_What is needed_
Report every line below that holds the word "Right".

====

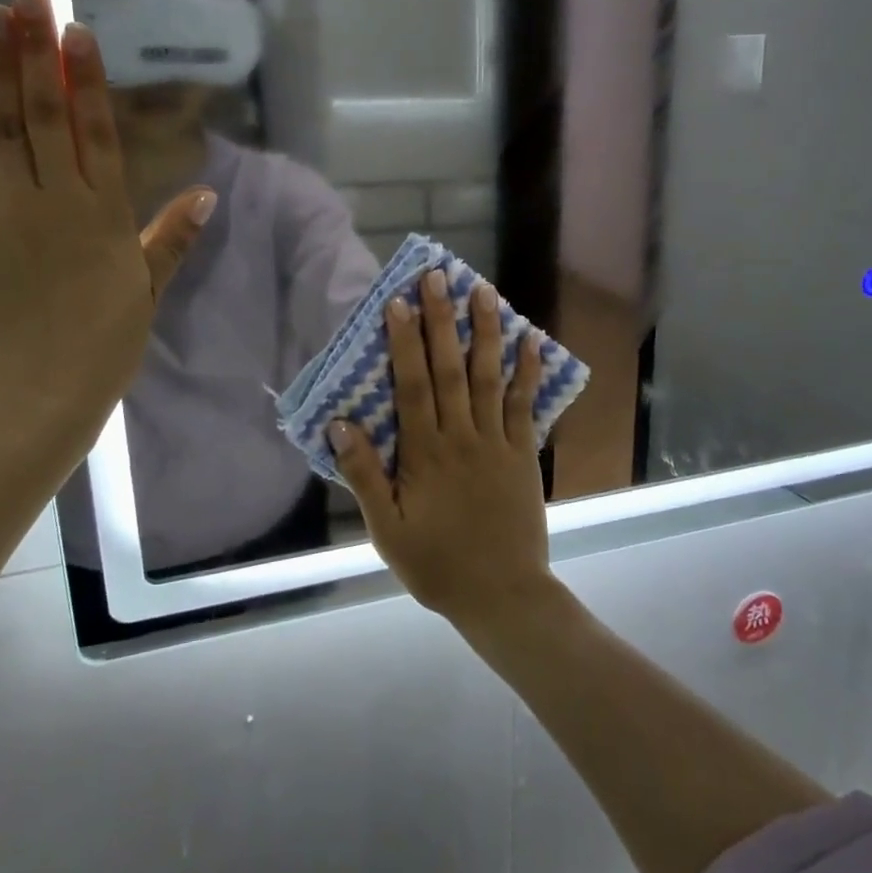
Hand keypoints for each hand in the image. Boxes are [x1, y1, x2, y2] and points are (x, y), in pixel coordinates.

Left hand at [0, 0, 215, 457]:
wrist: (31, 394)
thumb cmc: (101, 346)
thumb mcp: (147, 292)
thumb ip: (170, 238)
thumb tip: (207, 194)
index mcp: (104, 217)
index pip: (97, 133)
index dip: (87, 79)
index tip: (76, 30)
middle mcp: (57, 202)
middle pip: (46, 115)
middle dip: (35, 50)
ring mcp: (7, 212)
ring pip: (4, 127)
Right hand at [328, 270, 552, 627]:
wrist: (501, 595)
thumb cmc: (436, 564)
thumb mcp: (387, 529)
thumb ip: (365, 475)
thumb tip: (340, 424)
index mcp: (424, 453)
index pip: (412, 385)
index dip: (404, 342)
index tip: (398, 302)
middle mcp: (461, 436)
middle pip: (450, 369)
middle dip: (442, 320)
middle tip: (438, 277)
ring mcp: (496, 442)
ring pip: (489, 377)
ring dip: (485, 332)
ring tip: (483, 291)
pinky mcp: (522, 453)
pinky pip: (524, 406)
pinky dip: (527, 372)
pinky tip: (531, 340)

====

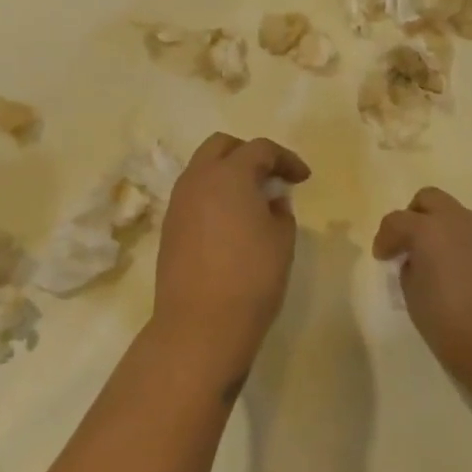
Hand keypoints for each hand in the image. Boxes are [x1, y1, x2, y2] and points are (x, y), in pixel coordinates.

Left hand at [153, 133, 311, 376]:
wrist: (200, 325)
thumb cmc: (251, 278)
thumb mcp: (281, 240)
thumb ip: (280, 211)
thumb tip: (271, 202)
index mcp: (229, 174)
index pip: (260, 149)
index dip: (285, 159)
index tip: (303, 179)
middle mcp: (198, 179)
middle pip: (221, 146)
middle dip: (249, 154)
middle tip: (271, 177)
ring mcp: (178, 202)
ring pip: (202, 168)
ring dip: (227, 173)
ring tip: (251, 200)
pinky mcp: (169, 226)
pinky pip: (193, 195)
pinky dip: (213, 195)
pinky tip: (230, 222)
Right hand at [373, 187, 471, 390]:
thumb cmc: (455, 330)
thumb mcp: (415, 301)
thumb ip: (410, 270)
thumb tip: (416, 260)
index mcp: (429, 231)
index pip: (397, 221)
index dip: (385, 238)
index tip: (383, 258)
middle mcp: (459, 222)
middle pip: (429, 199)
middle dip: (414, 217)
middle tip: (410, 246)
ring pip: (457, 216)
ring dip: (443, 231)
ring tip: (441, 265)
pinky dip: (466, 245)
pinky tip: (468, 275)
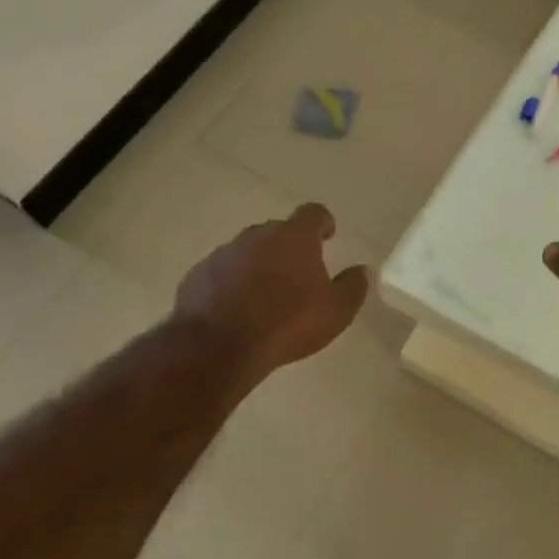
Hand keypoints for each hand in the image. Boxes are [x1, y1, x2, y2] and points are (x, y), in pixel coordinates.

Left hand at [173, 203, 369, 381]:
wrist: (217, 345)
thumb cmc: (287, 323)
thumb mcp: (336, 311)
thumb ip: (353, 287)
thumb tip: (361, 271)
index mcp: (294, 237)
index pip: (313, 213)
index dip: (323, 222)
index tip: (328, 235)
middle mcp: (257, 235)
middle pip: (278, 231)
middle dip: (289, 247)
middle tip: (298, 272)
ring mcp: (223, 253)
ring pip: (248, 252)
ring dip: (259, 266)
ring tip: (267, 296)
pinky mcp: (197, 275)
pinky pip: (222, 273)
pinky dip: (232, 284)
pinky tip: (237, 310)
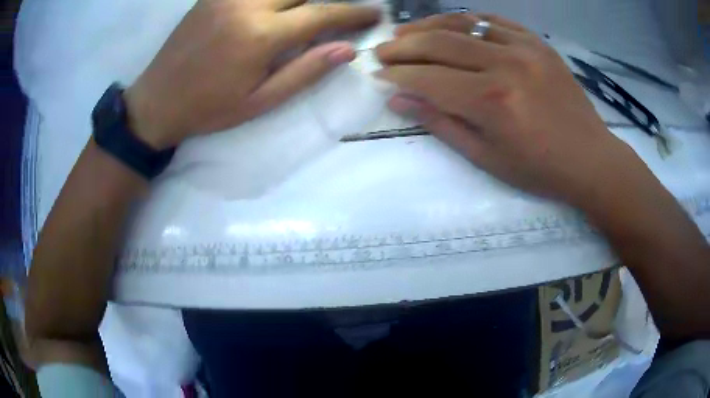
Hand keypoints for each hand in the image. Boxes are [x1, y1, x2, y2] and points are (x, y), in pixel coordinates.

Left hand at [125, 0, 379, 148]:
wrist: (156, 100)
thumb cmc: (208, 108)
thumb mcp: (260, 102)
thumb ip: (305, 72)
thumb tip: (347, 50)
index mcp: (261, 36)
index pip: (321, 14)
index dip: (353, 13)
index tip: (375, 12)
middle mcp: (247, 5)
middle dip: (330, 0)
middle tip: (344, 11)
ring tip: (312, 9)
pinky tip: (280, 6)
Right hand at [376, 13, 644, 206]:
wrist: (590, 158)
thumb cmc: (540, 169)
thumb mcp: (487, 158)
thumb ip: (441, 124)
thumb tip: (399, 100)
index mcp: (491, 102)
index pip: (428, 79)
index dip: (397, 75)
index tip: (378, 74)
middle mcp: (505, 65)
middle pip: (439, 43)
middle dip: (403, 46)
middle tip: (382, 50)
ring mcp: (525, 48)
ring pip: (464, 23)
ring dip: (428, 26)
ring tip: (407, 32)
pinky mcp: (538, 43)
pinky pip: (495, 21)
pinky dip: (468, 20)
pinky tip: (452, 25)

====

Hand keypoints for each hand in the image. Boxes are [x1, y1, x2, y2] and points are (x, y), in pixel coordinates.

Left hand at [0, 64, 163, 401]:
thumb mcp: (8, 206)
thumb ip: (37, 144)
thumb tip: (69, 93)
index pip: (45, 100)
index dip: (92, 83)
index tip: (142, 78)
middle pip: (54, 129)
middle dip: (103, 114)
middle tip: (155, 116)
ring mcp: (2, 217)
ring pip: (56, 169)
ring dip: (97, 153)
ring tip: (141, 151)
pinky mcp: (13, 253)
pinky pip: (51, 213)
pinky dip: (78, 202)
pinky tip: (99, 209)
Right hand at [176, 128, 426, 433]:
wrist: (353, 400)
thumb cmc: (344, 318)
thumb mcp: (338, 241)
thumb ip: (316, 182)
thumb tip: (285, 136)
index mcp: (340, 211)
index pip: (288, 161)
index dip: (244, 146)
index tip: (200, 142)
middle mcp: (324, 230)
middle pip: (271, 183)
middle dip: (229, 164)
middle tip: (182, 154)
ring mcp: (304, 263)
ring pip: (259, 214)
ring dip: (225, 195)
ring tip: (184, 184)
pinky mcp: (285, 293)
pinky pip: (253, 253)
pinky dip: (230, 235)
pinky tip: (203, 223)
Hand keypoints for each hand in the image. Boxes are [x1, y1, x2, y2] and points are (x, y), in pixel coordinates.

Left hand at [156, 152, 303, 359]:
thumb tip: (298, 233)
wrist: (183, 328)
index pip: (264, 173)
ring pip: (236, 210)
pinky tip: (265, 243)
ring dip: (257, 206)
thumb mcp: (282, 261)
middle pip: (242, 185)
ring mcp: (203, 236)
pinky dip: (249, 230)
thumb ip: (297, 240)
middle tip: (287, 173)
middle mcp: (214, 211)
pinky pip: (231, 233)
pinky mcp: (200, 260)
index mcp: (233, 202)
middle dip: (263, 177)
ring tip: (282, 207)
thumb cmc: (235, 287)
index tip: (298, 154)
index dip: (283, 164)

====

_Written solution_
Right hand at [328, 270, 552, 627]:
Right hand at [373, 187, 471, 390]:
Right hand at [376, 13, 644, 206]:
Right hand at [176, 128, 426, 433]:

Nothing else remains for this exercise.